Only a number is wanted here, namely how many lines of the data contain the string "Kalenbergstraat".

+++ STUDY MATERIAL

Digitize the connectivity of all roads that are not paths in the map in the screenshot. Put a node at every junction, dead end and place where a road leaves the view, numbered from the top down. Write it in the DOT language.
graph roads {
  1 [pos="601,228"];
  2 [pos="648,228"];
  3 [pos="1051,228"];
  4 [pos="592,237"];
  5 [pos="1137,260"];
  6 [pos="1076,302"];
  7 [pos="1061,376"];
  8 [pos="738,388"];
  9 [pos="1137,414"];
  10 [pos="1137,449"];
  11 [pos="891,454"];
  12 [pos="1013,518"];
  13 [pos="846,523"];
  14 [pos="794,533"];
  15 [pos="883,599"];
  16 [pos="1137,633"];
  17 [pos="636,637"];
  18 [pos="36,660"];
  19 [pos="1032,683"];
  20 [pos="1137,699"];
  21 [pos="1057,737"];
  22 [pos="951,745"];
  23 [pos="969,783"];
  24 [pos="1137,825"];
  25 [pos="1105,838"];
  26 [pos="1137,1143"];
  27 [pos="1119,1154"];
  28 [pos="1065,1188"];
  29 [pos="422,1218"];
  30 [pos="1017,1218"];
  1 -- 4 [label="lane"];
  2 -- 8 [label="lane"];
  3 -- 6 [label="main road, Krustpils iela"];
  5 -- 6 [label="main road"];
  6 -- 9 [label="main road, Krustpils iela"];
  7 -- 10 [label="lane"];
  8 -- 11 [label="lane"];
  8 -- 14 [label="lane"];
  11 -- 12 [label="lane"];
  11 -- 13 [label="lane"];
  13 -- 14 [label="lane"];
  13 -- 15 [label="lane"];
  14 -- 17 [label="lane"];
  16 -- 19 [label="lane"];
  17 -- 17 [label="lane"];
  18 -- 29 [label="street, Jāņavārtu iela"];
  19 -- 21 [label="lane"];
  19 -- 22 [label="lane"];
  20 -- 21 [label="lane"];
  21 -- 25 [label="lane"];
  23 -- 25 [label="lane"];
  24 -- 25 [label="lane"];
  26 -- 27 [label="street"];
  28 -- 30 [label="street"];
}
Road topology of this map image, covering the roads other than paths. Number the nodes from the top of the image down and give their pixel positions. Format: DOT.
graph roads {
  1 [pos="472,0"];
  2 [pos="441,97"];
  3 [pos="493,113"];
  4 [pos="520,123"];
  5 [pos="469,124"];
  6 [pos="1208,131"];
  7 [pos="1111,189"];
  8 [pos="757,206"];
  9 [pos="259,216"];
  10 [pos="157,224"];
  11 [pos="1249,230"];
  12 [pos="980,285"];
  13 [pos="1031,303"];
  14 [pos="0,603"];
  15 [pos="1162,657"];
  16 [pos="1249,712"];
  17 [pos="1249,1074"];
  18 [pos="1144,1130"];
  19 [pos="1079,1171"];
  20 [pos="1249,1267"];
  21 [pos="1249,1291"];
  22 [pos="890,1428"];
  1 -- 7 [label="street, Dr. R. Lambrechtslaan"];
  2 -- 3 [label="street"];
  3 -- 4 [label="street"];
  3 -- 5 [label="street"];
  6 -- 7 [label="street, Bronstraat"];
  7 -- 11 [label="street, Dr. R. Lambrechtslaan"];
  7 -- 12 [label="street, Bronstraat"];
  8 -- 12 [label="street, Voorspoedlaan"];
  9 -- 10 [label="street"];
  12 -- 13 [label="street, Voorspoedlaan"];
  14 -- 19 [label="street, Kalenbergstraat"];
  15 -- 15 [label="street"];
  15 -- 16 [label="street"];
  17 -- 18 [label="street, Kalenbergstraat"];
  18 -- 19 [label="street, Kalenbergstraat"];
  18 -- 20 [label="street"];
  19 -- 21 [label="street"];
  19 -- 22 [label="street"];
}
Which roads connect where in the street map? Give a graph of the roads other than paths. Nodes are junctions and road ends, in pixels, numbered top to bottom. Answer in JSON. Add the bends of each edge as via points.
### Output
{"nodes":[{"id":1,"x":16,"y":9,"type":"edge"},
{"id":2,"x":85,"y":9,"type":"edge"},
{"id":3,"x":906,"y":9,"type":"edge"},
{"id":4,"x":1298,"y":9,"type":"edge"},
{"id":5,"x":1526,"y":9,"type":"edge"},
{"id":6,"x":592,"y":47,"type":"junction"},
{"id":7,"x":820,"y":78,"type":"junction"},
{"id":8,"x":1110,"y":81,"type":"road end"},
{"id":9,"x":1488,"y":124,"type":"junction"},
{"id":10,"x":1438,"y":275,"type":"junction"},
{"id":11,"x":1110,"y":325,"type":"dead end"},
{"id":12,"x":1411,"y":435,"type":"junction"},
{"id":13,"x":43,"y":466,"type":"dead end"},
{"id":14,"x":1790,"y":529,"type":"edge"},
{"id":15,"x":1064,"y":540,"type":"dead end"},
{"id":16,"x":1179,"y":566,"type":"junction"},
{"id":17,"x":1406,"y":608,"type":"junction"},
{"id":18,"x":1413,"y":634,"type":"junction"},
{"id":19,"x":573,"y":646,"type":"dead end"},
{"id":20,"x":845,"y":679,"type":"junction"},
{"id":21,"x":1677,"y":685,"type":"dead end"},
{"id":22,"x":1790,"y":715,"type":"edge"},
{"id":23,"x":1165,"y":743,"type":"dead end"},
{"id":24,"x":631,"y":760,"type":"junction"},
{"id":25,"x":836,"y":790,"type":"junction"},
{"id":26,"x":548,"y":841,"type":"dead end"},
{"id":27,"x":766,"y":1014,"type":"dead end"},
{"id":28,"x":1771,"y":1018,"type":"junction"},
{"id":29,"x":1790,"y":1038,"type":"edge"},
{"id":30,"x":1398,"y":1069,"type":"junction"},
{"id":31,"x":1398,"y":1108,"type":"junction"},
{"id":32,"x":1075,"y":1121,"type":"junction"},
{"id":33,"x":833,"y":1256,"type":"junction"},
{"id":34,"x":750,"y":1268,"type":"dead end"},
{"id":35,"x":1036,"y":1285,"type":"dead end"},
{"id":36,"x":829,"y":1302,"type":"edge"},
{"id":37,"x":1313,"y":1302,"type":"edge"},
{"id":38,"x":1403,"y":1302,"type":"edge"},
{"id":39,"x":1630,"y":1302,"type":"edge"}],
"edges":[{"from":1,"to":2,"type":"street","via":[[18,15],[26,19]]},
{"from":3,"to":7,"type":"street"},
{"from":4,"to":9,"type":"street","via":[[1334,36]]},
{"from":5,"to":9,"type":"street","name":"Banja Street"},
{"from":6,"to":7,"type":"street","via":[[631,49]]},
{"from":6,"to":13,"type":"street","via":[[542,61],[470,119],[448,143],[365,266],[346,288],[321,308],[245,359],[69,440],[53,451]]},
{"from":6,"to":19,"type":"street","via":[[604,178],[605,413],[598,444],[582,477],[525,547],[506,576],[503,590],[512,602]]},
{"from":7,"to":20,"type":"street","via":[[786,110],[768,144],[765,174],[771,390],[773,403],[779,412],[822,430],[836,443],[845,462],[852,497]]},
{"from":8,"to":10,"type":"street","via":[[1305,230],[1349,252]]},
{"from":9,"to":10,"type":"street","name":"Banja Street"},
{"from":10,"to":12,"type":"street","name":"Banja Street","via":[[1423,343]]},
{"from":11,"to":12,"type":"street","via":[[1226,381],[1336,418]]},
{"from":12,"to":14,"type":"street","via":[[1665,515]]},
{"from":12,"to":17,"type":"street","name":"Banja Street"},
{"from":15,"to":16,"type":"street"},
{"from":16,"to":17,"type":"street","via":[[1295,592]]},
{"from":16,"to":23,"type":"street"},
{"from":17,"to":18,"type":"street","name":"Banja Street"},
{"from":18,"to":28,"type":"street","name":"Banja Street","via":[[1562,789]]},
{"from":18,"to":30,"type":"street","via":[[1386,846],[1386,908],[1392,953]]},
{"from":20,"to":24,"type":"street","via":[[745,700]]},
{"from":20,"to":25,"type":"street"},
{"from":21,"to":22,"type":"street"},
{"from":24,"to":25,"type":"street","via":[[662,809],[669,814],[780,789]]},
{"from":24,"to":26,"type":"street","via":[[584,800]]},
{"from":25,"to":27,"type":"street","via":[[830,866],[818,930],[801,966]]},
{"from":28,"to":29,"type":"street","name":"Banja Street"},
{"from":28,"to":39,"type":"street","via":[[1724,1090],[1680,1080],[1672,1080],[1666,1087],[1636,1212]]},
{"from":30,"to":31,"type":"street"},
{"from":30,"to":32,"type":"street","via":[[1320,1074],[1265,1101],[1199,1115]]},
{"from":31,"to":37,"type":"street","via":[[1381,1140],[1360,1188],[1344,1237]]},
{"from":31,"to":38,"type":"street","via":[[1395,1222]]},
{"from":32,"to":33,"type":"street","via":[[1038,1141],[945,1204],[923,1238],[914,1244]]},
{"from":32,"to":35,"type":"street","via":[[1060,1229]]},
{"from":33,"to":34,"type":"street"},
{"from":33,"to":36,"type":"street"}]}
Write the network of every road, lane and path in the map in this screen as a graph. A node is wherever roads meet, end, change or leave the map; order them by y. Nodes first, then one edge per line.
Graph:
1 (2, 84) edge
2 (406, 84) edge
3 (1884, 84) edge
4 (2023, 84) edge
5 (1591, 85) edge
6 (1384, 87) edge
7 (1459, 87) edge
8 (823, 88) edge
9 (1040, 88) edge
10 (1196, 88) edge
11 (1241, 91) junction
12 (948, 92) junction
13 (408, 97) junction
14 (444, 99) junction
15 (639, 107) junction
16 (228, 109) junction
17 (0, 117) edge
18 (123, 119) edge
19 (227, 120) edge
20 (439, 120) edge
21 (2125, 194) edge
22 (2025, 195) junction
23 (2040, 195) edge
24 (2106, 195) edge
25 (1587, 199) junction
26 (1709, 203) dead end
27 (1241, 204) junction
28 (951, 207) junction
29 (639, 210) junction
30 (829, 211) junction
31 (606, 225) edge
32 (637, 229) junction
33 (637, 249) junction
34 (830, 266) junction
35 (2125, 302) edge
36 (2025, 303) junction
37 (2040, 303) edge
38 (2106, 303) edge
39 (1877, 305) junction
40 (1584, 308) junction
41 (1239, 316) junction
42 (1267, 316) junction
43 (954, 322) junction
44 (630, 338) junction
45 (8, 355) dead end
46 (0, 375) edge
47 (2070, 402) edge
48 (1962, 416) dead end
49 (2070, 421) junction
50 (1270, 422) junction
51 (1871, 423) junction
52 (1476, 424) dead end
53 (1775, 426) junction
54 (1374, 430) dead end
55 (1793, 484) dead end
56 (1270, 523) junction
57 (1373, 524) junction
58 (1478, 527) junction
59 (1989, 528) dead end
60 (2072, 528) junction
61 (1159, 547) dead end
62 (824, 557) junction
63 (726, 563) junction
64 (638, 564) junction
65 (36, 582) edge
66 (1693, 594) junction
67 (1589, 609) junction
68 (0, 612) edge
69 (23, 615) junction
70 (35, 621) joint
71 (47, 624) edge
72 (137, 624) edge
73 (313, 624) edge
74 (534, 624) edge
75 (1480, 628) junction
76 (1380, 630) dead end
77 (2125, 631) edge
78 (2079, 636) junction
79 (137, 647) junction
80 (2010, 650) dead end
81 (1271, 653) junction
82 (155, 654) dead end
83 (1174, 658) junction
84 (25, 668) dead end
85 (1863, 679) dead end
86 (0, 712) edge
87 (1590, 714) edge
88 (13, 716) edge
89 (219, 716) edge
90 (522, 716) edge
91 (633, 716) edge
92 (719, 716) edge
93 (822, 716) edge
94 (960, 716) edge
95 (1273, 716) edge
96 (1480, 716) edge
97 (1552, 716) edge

++++++

_TASK RESULT:_ 3